By THE OBSERVER UG
Kiira Motors Corporation (KMC), Uganda’s budding indigenous mobility enterprise has presented a Shs 524 billion proposed business investment budget for the FY 2024/25 to the parliament’s presidential affairs committee.
“We are counting on guidance and support from the government to explore sustainable, timely and innovative funding for the corporation,” Paul Isaac Musasizi, KMC chief executive officer told the committee on Friday.
Operationalized in 2018, the government fully owns KMC, and Makerere University with a shareholding of 96 per cent and 4 per cent respectively. The entity’s core business objective is to develop, make and sell sustainable mobility solutions (motor vehicles, parts, systems and services) in Africa.
Musasizi explained that KMC seeks to extend the value chain of material, harness the potential of innovative young people, substitute the importation of mobility solutions, and make the country a net source of e-mobility solutions.

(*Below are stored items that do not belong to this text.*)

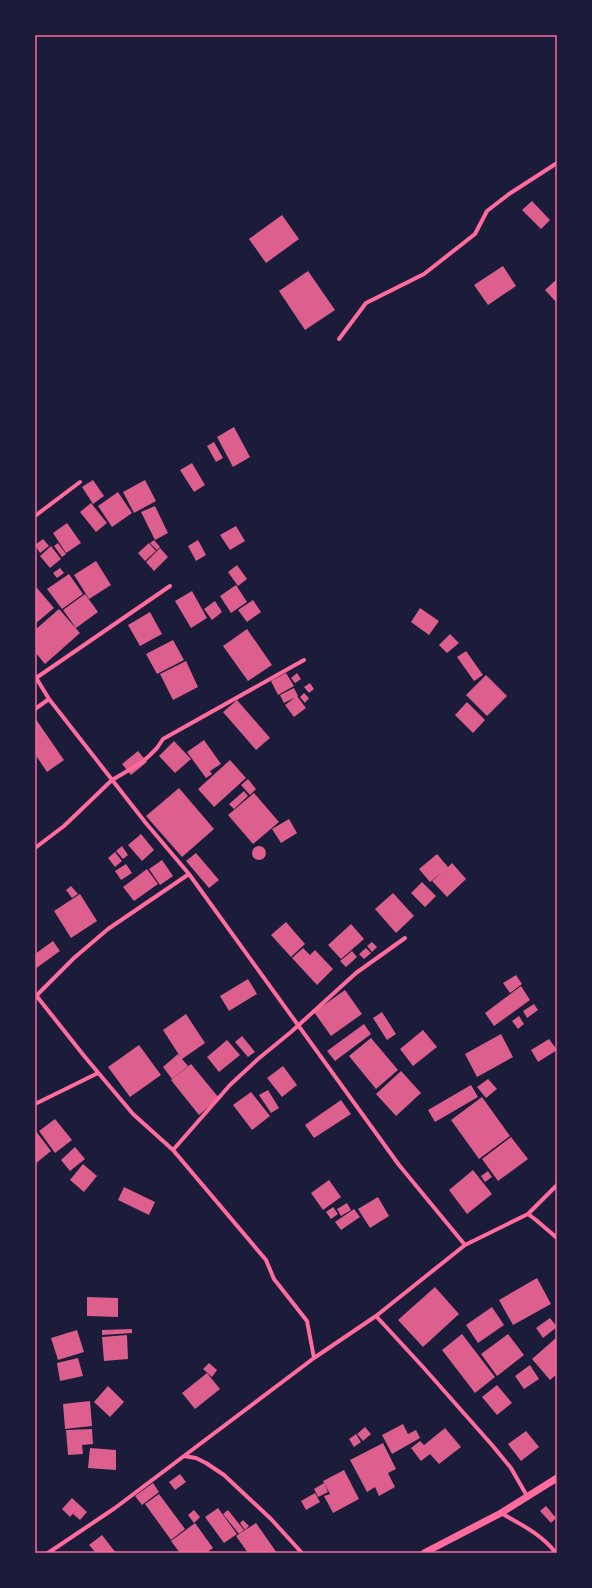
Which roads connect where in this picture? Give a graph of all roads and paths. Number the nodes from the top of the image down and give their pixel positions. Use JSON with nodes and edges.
{"nodes":[{"id":1,"x":557,"y":163,"type":"edge"},
{"id":2,"x":339,"y":339,"type":"dead end"},
{"id":3,"x":80,"y":482,"type":"dead end"},
{"id":4,"x":35,"y":516,"type":"edge"},
{"id":5,"x":170,"y":586,"type":"dead end"},
{"id":6,"x":304,"y":660,"type":"dead end"},
{"id":7,"x":36,"y":677,"type":"edge"},
{"id":8,"x":49,"y":699,"type":"junction"},
{"id":9,"x":35,"y":709,"type":"edge"},
{"id":10,"x":112,"y":780,"type":"junction"},
{"id":11,"x":35,"y":848,"type":"edge"},
{"id":12,"x":189,"y":874,"type":"junction"},
{"id":13,"x":405,"y":938,"type":"dead end"},
{"id":14,"x":36,"y":995,"type":"edge"},
{"id":15,"x":299,"y":1026,"type":"junction"},
{"id":16,"x":98,"y":1073,"type":"junction"},
{"id":17,"x":35,"y":1104,"type":"edge"},
{"id":18,"x":173,"y":1150,"type":"junction"},
{"id":19,"x":557,"y":1185,"type":"edge"},
{"id":20,"x":528,"y":1214,"type":"junction"},
{"id":21,"x":557,"y":1238,"type":"edge"},
{"id":22,"x":465,"y":1245,"type":"junction"},
{"id":23,"x":376,"y":1316,"type":"junction"},
{"id":24,"x":314,"y":1358,"type":"junction"},
{"id":25,"x":184,"y":1456,"type":"junction"},
{"id":26,"x":557,"y":1478,"type":"edge"},
{"id":27,"x":527,"y":1496,"type":"junction"},
{"id":28,"x":501,"y":1513,"type":"junction"},
{"id":29,"x":48,"y":1553,"type":"edge"},
{"id":30,"x":302,"y":1553,"type":"edge"},
{"id":31,"x":424,"y":1553,"type":"edge"},
{"id":32,"x":556,"y":1553,"type":"edge"}],
"edges":[{"from":1,"to":2,"type":"street"},
{"from":3,"to":4,"type":"street"},
{"from":5,"to":7,"type":"street"},
{"from":6,"to":10,"type":"street"},
{"from":7,"to":8,"type":"street"},
{"from":8,"to":9,"type":"street"},
{"from":8,"to":10,"type":"street"},
{"from":10,"to":11,"type":"street"},
{"from":10,"to":12,"type":"street"},
{"from":12,"to":14,"type":"street"},
{"from":12,"to":15,"type":"street"},
{"from":13,"to":15,"type":"street"},
{"from":14,"to":16,"type":"street"},
{"from":15,"to":18,"type":"street"},
{"from":15,"to":22,"type":"street"},
{"from":16,"to":17,"type":"street"},
{"from":16,"to":18,"type":"street"},
{"from":18,"to":24,"type":"street"},
{"from":19,"to":20,"type":"street"},
{"from":20,"to":21,"type":"street"},
{"from":20,"to":22,"type":"street"},
{"from":22,"to":23,"type":"street"},
{"from":23,"to":24,"type":"street"},
{"from":23,"to":27,"type":"street"},
{"from":24,"to":25,"type":"street"},
{"from":25,"to":29,"type":"street"},
{"from":25,"to":30,"type":"street"},
{"from":26,"to":27,"type":"street"},
{"from":27,"to":28,"type":"street"},
{"from":28,"to":31,"type":"street"},
{"from":28,"to":32,"type":"street"}]}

The corporation’s five-year business plan already approved by the National Planning Authority (NPA) spans from 2023 to 2028 to progress the entity to cash flow positive status. Among the key cost drivers in the five-year plan include the construction, tooling and furnishing Kiira vehicle plant (KVP); parts and materials for plant commissioning; master store, human capital and capacity development, business development, and operating expenses.
Denis Onekalit Amere, Kitgum municipality Kiira Motors stands as Uganda’s premier and substantive entity with practical skilling capabilities for the present and future automotive industry workforce which legislators must support through adequate appropriation.
Committee chairperson Jesca Ababiku, also the Adjumani District Woman representative observed that building a native motor vehicle industry is consistent with Uganda’s aspirations and pathways to Vision 2040 outlined in the National Development Plan (NDP III).
In the current FY 2023/24, the corporation requires Shs 80 billion to operationalize the vehicle plant start-up facilities in Jinja and parts and materials to produce 30 buses to consolidate the production skills of the team on the newly installed production line and enhance consumer confidence.
But ministry of Finance, Planning, and Economic Development appropriated Shs 32.5 billion leaving a funding gap of Shs 99.5 billion. Currently, the overall funding gap for the corporation stands at Shs 134.14 billion. The government has so far capitalized the corporation to the tune of Shs 335 billion for the period between 2018 and 2023.
The entity with an ambitious target of producing 150,000 vehicles annually by 2030 currently employs 168 staff directly in the engineering, production, finance, administration, marketing and sales and will rise to 600 once the KVP is commissioned.
As of March 2024, construction of the vehicle plant start-up facilities is at 86 per cent completion and is projected to be ready for commissioning by October. Since its establishment, Kiira Motors has produced 16 buses at National Enterprise Corporation (NEC) Luweero Industries in Nakasongola which are on the road while 23 are on the production line.